Fuorilinea Libri
Libri editi da Fuorilinea pubblicati nella collana Segnavento Sport e vita all’aperto
Ius sanguinis, ius soli. Il cricket, la fucina dei nuovi italiani Gambino Simone - Fuorilinea, 2023 - Segnavento
Simile a un'adolescenza ingrata, il passaggio dalla clandestinità all'ufficialità si rivela traumatico per l'acerbo cricket italiano. A tenerlo a galla, a cavallo tra il vecchio e nuovo millennio, è la Nazionale. All'impensabile vittoria del 1998 contro l'Inghilterra, fa poi seguito la cruenta lotta contro l'ICC per il riconoscimento dei diritti di cittadinanza trasmessa attraverso lo Ius Sanguinis. In questo scontro, in cui vengono messi in discussione i principi fondamentali su cui si basa la secolare tradizione del diritto romano, si gioca in anticipo la partita dell'inclusione in cui aleggia forte più che mai il più subdolo dei nemici: il pregiudizio. Il movimento inizia quel processo di maturazione culturale che lo porta, primo in Italia, ad abbattere ogni barriera etnica e religiosa. Unendo sul campo da gioco i due estremi della storia sociale nazionale, i discendenti degli emigrati con coloro che, per necessità o per scelta, hanno eletto la Penisola a nuova patria, il cricket si pone come faro del sofferto processo d'integrazione in un Paese che si è trasformato da fonte d'emigrazione a mèta d'immigrazione, ma fatica a calarsi in questa nuova realtà.
Gli sfrenati. Volando in bob a caccia di ori De Paolis Luciano Zanola R. (Cur.) - Fuorilinea, 2024 - Segnavento
Quest'autobiografia racconta la vita sportiva di un atleta romano che negli anni sessanta si avvicina a uno sport di montagna raggiungendo risultati straordinari. Ribattezzato dai cortinesi come "Romoletto", Luciano De Paolis entra nella storia del bob accanto al cortinese compagno di squadra Eugenio Monti, già leggenda in questo sport. Il viaggio che porta Luciano a raggiungere in carriere nel bob due argenti e sette ori di cui due alle Olimpiadi di Grenoble nel 1968 è un'avventura piena di persone straordinarie, di compagni di squadra prodigiosi, di alti e bassi, e di altrettanti ostacoli da superare per poter praticare lo sport che lo porterà a rappresentare l'Italia sul palco internazionale. La storia di quei due ori olimpici del 1968 ha dell'incredibile: la lotta per l'oro contro la squadra tedesca a Grenoble nel 1968 si giocava sui centesimi di secondo, rendendo ogni discesa una battaglia al limite della perfezione.
Gli anni clandestini.
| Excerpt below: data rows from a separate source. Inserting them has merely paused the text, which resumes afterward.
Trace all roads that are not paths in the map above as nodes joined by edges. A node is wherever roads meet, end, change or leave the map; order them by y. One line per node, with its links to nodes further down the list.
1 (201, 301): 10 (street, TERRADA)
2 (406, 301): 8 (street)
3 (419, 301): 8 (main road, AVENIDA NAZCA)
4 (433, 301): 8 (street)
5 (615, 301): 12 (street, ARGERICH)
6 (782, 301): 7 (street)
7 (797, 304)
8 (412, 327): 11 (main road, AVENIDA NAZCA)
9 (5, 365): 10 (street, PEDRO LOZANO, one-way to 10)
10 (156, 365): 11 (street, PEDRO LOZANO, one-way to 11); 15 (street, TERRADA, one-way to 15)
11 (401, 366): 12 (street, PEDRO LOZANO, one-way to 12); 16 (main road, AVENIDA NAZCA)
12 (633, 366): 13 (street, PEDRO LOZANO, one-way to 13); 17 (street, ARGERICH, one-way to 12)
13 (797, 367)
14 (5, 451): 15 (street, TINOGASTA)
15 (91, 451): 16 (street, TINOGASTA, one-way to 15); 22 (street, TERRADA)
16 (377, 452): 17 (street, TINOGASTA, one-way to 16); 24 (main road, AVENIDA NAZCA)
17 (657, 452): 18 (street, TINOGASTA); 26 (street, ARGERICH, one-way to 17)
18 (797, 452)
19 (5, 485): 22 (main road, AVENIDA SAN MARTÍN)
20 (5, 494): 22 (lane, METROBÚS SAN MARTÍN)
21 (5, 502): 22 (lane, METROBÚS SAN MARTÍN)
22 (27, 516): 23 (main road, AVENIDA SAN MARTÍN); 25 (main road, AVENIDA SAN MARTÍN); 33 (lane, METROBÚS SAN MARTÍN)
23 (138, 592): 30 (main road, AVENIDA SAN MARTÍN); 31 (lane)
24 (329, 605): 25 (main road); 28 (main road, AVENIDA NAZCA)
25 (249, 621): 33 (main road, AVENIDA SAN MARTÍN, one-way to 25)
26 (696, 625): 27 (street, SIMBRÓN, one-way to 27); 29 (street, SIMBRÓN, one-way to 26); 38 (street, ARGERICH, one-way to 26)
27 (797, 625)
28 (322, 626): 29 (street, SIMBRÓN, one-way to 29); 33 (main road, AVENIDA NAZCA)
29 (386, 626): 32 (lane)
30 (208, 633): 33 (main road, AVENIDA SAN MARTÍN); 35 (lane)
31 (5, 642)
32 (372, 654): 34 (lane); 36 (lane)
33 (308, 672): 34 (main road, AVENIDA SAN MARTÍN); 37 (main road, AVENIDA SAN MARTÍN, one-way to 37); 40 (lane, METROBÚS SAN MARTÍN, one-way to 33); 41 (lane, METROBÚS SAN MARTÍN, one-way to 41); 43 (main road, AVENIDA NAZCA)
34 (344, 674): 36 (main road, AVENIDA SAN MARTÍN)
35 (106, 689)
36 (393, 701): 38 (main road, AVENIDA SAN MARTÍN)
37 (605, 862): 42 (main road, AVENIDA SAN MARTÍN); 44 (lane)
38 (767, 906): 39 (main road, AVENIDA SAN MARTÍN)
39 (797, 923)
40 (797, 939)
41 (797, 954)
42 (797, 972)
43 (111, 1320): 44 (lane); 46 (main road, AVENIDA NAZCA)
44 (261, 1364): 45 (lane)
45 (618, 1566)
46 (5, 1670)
Il cricket italiano dalla nascita fino al riconoscimento da parte del CONI Gambino Simone Rendina E. (Cur.) - Fuorilinea, 2020 - Segnavento
Venerdì 26 novembre 1980 nasceva l'Associazione Italiana Cricket. Il nostro Paese aveva appena vissuto il suo momento più drammatico culminato nella barbara strage del 2 agosto alla stazione stazione di Bologna. Una stagione plumbea cui sarebbe seguito. La nascita del cricket ha avuto luogo in quegli anni, sullo sfondo di un'Italia in evoluzione, trasformatasi in poco più di 40 anni da Paese d'emigrazione in destinazione per immigrati. Testimone di questa metamorfosi, il cricket traccia, in questo primo volume, l'inizio della sua storia, quella degli anni in cui la sua pratica rasentava la clandestinità. Con il tempo, lo scetticismo e l'ironia hanno ceduto il passo alla tolleranza ancor più che al consenso. Il gioco ha dipinto gradualmente il quadro di un'Italia diversa, un Paese multietnico da alcuni apertamente osteggiato e da molti non ancora del tutto digerito. La Nazionale, una squadra che non necessariamente la domenica va a messa, ha unito in un filo di continuità temporale, lungo 160 anni, gli iscritti all'AIRE, ai nuovi italiani. Le vittorie azzurre hanno dato lustro allo sport italiano oltreché credibilità al movimento. La strada da fare, tuttavia, è ancora lunga.